▶ _Your task_
Select the lines of the records containing the word "Грицька" and list them.

▶ _Given records_
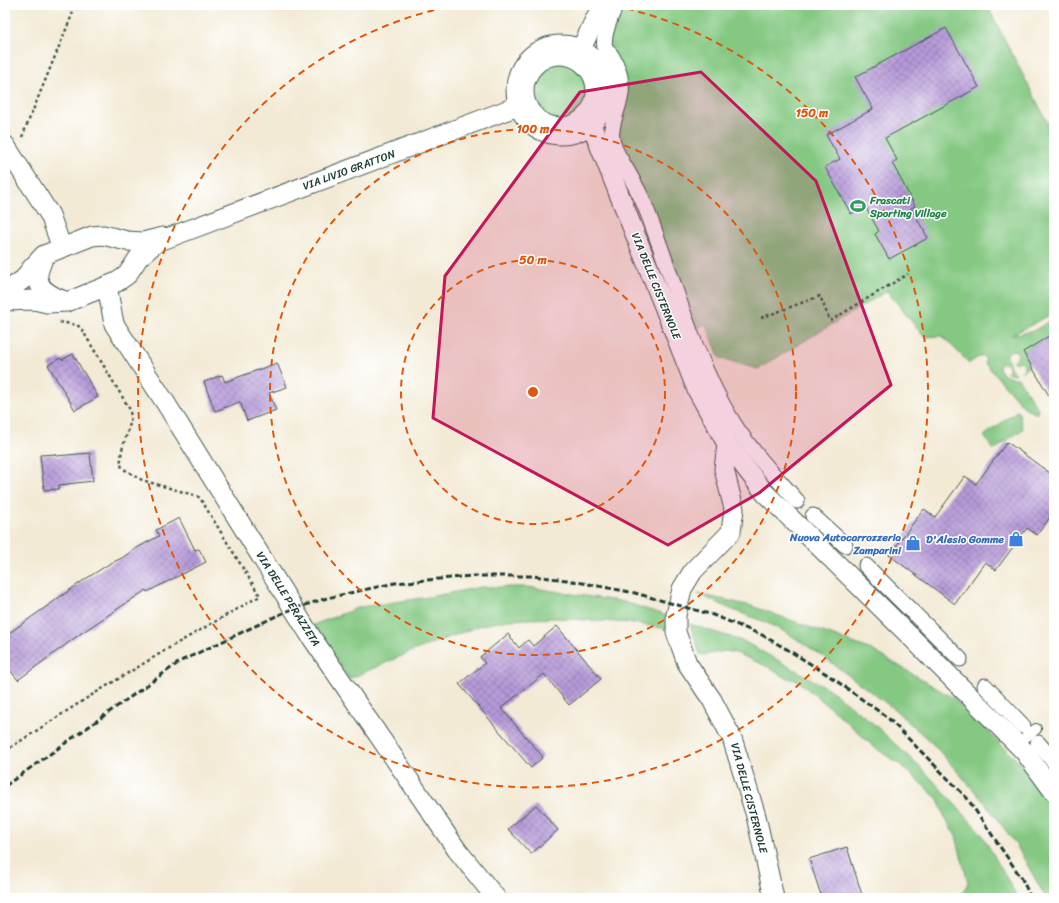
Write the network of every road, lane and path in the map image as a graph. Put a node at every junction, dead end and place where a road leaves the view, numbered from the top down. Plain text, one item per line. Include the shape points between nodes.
1 (76, 5) edge
2 (602, 5) edge
3 (616, 5) edge
4 (580, 50) junction
5 (518, 106) junction
6 (589, 119) junction
7 (9, 151) edge
8 (178, 233) junction
9 (103, 235) junction
10 (70, 245) junction
11 (44, 254) junction
12 (908, 274) dead end
13 (112, 284) junction
14 (5, 292) edge
15 (86, 294) junction
16 (5, 301) edge
17 (67, 302) junction
18 (761, 318) dead end
19 (56, 321) dead end
20 (114, 324) junction
21 (726, 444) junction
22 (797, 501) dead end
23 (813, 516) dead end
24 (845, 545) dead end
25 (866, 566) dead end
26 (960, 659) dead end
27 (985, 686) dead end
28 (1032, 733) junction
29 (1017, 744) junction
30 (5, 751) edge
31 (1054, 762) edge
32 (1053, 789) edge
33 (496, 898) edge
34 (774, 898) edge

1 - 7 path
2 - 4 street
3 - 22 street via 611,15 605,43 607,52 618,69 621,83 621,98 612,126 612,140 640,192 690,331 724,408 743,437
4 - 5 street via 573,46 555,45 536,52 518,76
4 - 6 street via 592,57 601,67 607,90 603,110 598,118
5 - 6 street via 529,123 543,132 564,136 586,129
5 - 8 street, VIA LIVIO GRATTON
6 - 6 street via 595,94 594,84 584,66 564,57 541,62 532,71 527,82 526,93 533,112 540,119 560,126
6 - 21 street, VIA DELLE CISTERNOLE via 697,390
7 - 10 street
8 - 9 street, VIA LIVIO GRATTON via 143,242 127,242
8 - 13 street, VIA LIVIO GRATTON via 157,242 139,257 127,275
9 - 10 street, VIA LIVIO GRATTON via 92,236
9 - 13 street via 118,246 122,254 123,267
10 - 11 street, VIA LIVIO GRATTON
11 - 14 street via 24,279
11 - 17 street via 38,276 41,287 51,296
12 - 18 path via 830,321 820,296
13 - 15 street, VIA LIVIO GRATTON
13 - 20 street, VIA DELLE PERAZZETA
15 - 17 street, VIA LIVIO GRATTON
15 - 20 street
16 - 17 street, VIA LIVIO GRATTON
19 - 30 path via 81,328 129,408 131,418 120,457 122,468 142,480 198,496 260,596 167,649
20 - 33 street, VIA DELLE PERAZZETA via 166,402 310,635 457,850
21 - 29 street, VIA DELLE CISTERNOLE via 765,493
21 - 34 street, VIA DELLE CISTERNOLE via 724,469 734,509 731,532 693,571 682,589 676,615 676,632 688,663 732,738 756,816
23 - 24 street
25 - 26 street
27 - 28 street
28 - 29 lane
28 - 31 street
29 - 32 street, VIA DELLE CISTERNOLE

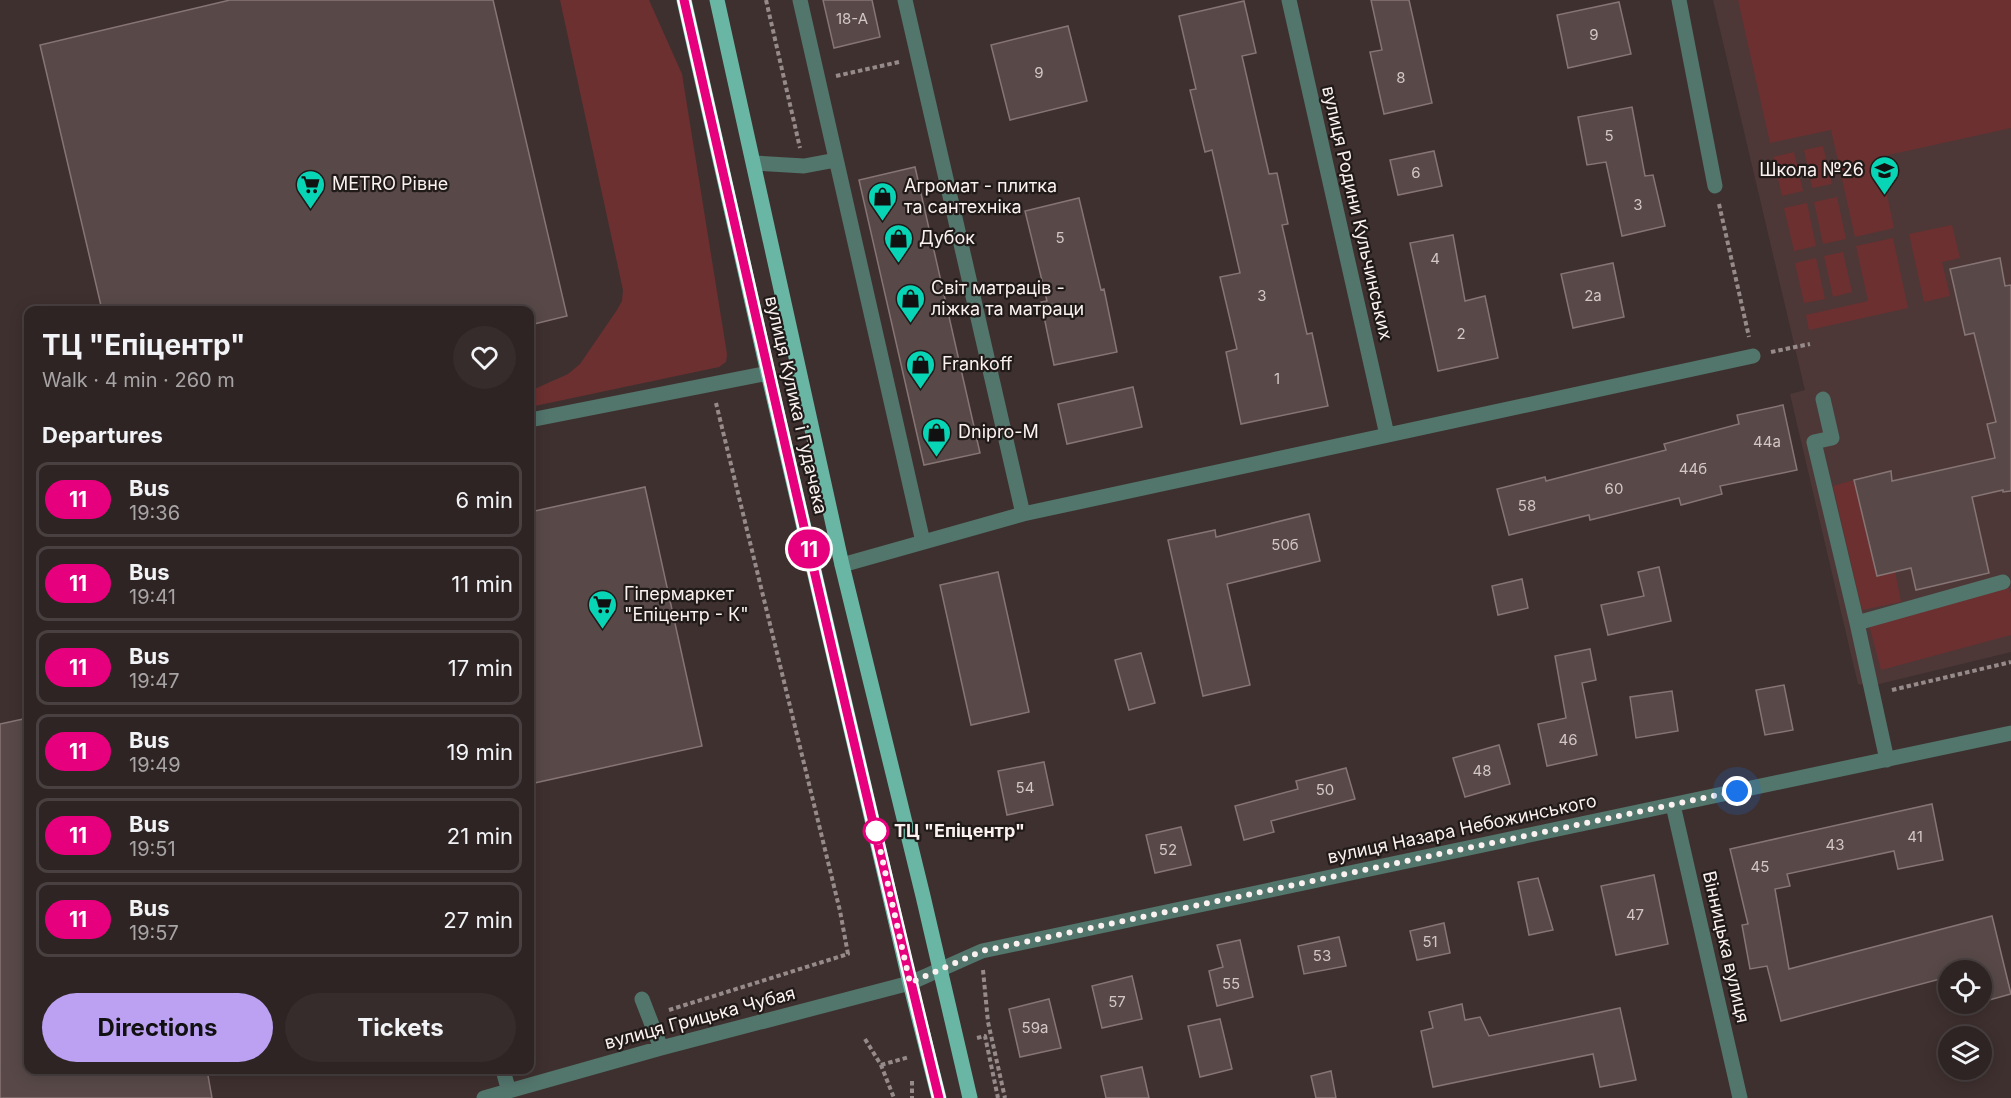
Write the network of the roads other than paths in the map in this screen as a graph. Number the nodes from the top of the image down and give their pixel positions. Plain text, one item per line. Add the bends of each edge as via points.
1 (684, 0) edge
2 (717, 0) edge
3 (800, 0) edge
4 (905, 0) edge
5 (1289, 0) edge
6 (1680, 0) edge
7 (836, 160) junction
8 (754, 163) junction
9 (1715, 186) road end
10 (1753, 356) road end
11 (768, 373) junction
12 (1823, 399) dead end
13 (534, 419) edge
14 (1388, 435) junction
15 (1023, 514) junction
16 (923, 542) junction
17 (842, 565) junction
18 (2003, 582) dead end
19 (1857, 623) junction
20 (2011, 734) edge
21 (1887, 760) junction
22 (1673, 805) junction
23 (932, 973) junction
24 (910, 983) junction
25 (642, 999) dead end
26 (662, 1048) junction
27 (504, 1074) edge
28 (509, 1092) junction
29 (484, 1098) edge
30 (939, 1098) edge
31 (970, 1098) edge
32 (1740, 1098) edge

1 - 11 main road, вулиця Кулика і Гудачека
2 - 8 main road, вулиця Кулика і Гудачека
3 - 7 street
4 - 15 street
5 - 14 street, вулиця Родини Кульчинських
6 - 9 street
7 - 8 street via 804,166
7 - 16 street
8 - 17 main road, вулиця Кулика і Гудачека
10 - 14 street
11 - 13 street
11 - 24 main road, вулиця Кулика і Гудачека
12 - 19 street via 1832,438 1814,442
14 - 15 street
15 - 16 street
16 - 17 street
17 - 23 main road, вулиця Кулика і Гудачека via 923,896
18 - 19 street
19 - 21 street
20 - 21 street, вулиця Назара Небожинського
21 - 22 street, вулиця Назара Небожинського
22 - 23 street, вулиця Назара Небожинського via 982,951
22 - 32 street, Вінницька вулиця
23 - 24 street, вулиця Грицька Чубая
23 - 31 main road, вулиця Кулика і Гудачека
24 - 26 street, вулиця Грицька Чубая
24 - 30 main road, вулиця Кулика і Гудачека
25 - 26 street
26 - 28 street, вулиця Грицька Чубая
27 - 28 street
28 - 29 street, вулиця Грицька Чубая

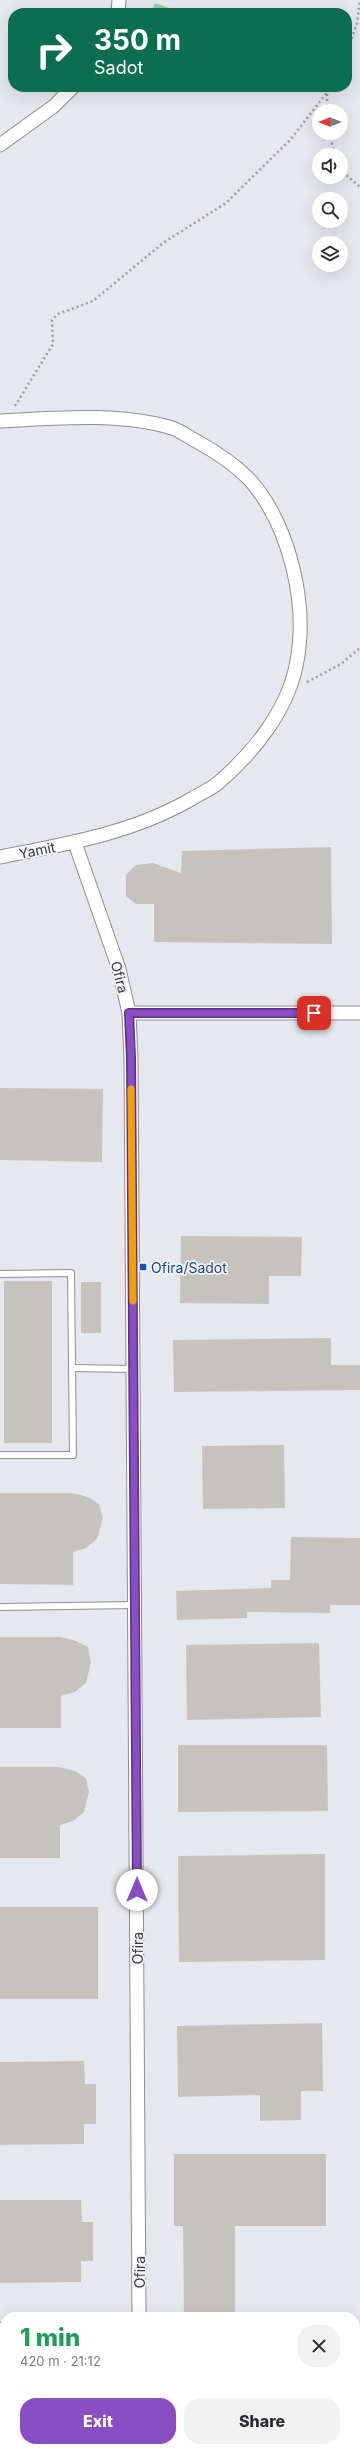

▶ _Written reply_
23 - 24 street, вулиця Грицька Чубая
24 - 26 street, вулиця Грицька Чубая
26 - 28 street, вулиця Грицька Чубая
28 - 29 street, вулиця Грицька Чубая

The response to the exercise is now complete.